Stored items
= = = = = = =
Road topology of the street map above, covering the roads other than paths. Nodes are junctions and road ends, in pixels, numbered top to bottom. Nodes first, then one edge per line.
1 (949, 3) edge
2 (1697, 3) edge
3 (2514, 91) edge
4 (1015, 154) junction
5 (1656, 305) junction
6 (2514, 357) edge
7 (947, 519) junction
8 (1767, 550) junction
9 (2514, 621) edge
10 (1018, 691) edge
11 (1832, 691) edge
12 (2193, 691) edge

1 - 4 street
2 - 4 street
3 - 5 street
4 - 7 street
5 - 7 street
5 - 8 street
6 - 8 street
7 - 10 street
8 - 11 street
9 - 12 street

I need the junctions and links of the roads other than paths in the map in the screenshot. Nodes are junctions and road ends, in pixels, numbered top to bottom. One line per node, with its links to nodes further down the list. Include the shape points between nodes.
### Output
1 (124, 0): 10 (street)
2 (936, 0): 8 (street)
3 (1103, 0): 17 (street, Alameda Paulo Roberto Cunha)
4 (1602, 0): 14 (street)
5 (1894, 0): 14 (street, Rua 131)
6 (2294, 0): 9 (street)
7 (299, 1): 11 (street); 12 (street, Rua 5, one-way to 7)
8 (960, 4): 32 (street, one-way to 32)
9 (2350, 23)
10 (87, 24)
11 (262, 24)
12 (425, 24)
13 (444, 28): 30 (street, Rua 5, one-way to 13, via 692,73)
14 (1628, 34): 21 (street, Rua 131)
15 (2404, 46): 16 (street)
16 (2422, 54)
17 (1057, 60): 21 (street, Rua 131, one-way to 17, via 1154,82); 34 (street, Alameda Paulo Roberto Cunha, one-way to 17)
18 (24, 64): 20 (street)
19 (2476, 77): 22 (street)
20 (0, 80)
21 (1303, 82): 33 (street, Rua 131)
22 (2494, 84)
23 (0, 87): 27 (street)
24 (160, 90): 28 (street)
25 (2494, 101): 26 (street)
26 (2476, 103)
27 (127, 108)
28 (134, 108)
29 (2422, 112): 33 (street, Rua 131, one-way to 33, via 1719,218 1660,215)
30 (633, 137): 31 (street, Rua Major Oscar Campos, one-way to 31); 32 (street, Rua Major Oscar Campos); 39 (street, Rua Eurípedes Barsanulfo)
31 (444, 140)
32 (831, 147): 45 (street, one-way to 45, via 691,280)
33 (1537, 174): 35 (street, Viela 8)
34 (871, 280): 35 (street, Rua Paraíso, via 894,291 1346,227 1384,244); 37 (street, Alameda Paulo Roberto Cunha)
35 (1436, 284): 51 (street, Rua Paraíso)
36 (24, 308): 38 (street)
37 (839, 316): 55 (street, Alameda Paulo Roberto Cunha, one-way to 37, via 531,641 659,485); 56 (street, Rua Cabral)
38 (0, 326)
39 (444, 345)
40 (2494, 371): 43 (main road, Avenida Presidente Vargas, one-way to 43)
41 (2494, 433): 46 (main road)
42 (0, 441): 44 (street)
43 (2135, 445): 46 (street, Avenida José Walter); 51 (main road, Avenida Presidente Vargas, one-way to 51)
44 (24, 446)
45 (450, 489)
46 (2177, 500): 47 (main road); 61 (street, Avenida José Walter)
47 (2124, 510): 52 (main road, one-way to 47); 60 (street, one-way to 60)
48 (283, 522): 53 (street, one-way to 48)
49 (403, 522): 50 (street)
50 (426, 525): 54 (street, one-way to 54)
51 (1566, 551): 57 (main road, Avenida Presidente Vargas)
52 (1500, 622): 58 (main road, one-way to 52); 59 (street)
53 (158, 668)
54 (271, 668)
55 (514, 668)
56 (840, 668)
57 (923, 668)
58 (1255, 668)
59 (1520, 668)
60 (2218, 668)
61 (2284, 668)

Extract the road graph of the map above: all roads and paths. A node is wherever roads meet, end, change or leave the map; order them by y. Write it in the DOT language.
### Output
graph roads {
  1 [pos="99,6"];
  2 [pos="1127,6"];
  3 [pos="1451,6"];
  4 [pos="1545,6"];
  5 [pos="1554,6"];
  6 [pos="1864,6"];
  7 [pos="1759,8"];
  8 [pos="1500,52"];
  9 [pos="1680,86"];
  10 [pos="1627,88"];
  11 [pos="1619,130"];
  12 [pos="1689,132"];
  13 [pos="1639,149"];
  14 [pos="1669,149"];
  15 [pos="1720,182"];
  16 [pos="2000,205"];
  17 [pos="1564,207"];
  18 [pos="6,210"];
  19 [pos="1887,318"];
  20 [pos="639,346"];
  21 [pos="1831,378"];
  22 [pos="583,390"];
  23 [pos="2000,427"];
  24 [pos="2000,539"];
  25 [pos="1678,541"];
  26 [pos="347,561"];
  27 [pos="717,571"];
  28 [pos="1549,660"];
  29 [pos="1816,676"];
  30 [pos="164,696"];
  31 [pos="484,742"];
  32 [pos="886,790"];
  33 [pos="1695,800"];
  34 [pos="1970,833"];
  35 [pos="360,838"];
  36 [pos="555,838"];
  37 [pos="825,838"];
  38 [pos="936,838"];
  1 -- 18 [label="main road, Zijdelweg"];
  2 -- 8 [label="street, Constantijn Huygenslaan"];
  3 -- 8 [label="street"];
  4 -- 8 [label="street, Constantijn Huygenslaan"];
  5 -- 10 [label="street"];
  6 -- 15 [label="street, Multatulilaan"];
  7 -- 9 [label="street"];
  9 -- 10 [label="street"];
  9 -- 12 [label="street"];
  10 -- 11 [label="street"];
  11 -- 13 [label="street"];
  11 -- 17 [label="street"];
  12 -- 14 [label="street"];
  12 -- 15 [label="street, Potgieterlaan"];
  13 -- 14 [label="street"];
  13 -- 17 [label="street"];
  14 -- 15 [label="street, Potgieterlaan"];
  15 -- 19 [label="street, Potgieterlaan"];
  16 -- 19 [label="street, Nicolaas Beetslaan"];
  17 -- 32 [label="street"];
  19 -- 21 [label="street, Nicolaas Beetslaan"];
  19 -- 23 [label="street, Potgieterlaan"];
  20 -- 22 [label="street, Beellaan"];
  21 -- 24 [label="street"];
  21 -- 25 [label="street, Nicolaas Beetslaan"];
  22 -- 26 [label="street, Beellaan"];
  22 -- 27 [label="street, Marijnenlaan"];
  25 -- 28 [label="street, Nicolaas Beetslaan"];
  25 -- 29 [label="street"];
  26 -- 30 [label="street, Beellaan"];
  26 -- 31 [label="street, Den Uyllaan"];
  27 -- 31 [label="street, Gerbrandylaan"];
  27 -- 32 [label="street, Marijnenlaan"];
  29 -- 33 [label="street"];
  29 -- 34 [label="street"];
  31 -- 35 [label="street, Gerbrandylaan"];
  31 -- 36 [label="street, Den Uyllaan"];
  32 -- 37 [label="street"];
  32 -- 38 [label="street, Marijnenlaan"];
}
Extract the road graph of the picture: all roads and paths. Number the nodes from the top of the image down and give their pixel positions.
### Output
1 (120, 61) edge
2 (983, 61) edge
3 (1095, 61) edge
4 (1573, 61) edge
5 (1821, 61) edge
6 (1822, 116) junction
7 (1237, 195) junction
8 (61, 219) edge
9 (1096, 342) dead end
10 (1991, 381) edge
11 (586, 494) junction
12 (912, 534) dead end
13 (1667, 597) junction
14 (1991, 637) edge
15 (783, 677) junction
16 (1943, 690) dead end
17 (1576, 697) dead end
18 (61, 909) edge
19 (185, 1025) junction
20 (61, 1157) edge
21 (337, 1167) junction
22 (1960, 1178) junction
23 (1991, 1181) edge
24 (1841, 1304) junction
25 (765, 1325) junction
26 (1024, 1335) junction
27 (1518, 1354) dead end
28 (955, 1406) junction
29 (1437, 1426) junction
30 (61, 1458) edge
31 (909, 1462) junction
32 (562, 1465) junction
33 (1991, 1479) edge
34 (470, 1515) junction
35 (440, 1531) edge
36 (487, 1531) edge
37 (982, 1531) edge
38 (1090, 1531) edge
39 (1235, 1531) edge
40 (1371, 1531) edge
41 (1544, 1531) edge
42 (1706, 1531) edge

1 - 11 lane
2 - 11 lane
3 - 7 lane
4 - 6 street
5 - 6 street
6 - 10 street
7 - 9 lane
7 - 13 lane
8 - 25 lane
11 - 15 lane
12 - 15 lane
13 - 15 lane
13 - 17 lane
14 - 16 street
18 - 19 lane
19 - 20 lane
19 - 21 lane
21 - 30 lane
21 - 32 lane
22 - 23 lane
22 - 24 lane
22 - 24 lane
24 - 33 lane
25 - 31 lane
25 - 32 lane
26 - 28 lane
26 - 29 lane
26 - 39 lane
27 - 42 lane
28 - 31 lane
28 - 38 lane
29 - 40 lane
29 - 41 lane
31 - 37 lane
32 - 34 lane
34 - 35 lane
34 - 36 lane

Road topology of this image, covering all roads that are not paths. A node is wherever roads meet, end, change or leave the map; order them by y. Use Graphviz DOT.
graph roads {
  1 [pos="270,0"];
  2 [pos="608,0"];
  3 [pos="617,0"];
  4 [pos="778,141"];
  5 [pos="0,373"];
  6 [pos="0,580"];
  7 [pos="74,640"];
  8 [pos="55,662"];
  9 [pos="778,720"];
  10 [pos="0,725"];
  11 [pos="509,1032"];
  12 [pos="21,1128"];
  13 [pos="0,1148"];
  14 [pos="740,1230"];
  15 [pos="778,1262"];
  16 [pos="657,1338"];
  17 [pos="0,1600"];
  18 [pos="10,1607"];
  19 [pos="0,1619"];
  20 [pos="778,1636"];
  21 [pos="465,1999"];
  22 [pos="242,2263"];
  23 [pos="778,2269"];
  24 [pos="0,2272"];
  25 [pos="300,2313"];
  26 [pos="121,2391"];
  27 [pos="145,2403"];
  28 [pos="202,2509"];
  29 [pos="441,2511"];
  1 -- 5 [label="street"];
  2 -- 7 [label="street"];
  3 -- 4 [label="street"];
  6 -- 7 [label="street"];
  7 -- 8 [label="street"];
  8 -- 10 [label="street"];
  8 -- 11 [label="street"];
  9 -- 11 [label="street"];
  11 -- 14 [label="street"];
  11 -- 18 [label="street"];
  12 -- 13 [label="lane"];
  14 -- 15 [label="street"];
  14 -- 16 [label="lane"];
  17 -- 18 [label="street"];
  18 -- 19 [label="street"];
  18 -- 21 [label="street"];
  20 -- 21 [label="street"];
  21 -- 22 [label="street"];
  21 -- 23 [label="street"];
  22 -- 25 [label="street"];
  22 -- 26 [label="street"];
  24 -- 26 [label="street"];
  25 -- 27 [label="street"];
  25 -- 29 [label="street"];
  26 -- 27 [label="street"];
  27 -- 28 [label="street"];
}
= = = = = = =
Work task →
Determine how many lines of the entries hold "Beetslaan", and reply with that number only.

Task solution →
4